++++ Given data ++++

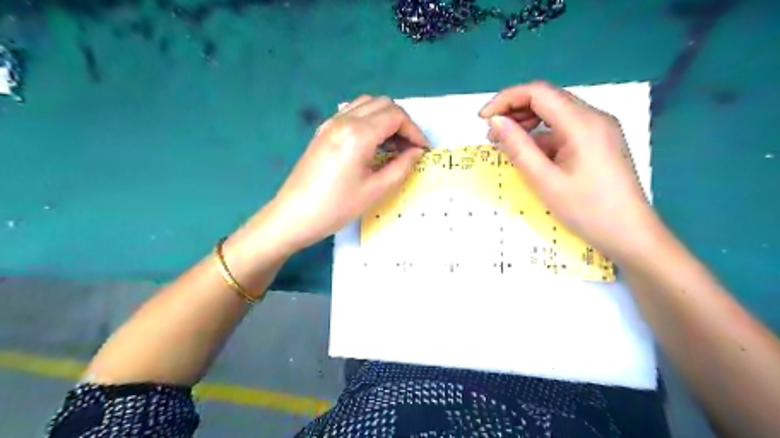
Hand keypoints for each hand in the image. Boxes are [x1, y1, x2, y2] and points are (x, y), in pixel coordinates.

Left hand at [266, 95, 425, 252]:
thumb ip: (401, 167)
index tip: (423, 150)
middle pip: (383, 104)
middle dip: (402, 123)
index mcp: (358, 133)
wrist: (293, 215)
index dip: (415, 131)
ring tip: (393, 145)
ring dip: (385, 119)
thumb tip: (417, 152)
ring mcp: (330, 123)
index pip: (396, 116)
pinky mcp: (323, 131)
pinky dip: (369, 120)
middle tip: (410, 148)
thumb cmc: (336, 207)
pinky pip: (352, 113)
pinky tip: (371, 143)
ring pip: (367, 104)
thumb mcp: (375, 190)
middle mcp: (344, 119)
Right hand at [479, 81, 660, 262]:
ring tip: (506, 144)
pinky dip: (543, 136)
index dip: (506, 99)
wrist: (630, 234)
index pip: (538, 92)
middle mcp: (593, 117)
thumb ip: (518, 148)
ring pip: (556, 113)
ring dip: (528, 123)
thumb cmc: (587, 210)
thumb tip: (496, 122)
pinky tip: (531, 155)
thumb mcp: (545, 181)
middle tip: (492, 135)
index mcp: (582, 123)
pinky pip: (565, 129)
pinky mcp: (599, 142)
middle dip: (515, 111)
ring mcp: (599, 129)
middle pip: (547, 99)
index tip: (483, 119)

++++

- [Exercise description]
Produce an exact copy of the records above, leaving out the pictures.

- [Exercise output]
Hand keypoints for each hand in the image. Boxes are [x1, y1, x2, y2] and points are (x, y), in pixel coordinates.

Left hand at [266, 95, 425, 252]:
thumb ip: (401, 167)
index tip: (423, 150)
middle pip: (383, 104)
middle dip: (402, 123)
index mcp: (358, 133)
wrist: (293, 215)
index dip: (415, 131)
ring tip: (393, 145)
ring dip: (385, 119)
thumb tip: (417, 152)
ring mcp: (330, 123)
index pip: (396, 116)
pinky mcp: (323, 131)
pinky dip: (369, 120)
middle tip: (410, 148)
thumb cmc: (336, 207)
pinky pip: (352, 113)
pinky tip: (371, 143)
ring pip: (367, 104)
thumb mcp: (375, 190)
middle mcp: (344, 119)
Right hand at [479, 81, 660, 262]:
ring tip: (506, 144)
pinky dip: (543, 136)
index dip: (506, 99)
wrist: (630, 234)
index pip: (538, 92)
middle mcp: (593, 117)
thumb ip: (518, 148)
ring pip: (556, 113)
ring dip: (528, 123)
thumb cmc: (587, 210)
thumb tip: (496, 122)
pinky tip: (531, 155)
thumb mcp: (545, 181)
middle tip: (492, 135)
index mcp: (582, 123)
pinky pip: (565, 129)
pinky mcp: (599, 142)
middle dip: (515, 111)
ring mcp: (599, 129)
middle pip: (547, 99)
index tip: (483, 119)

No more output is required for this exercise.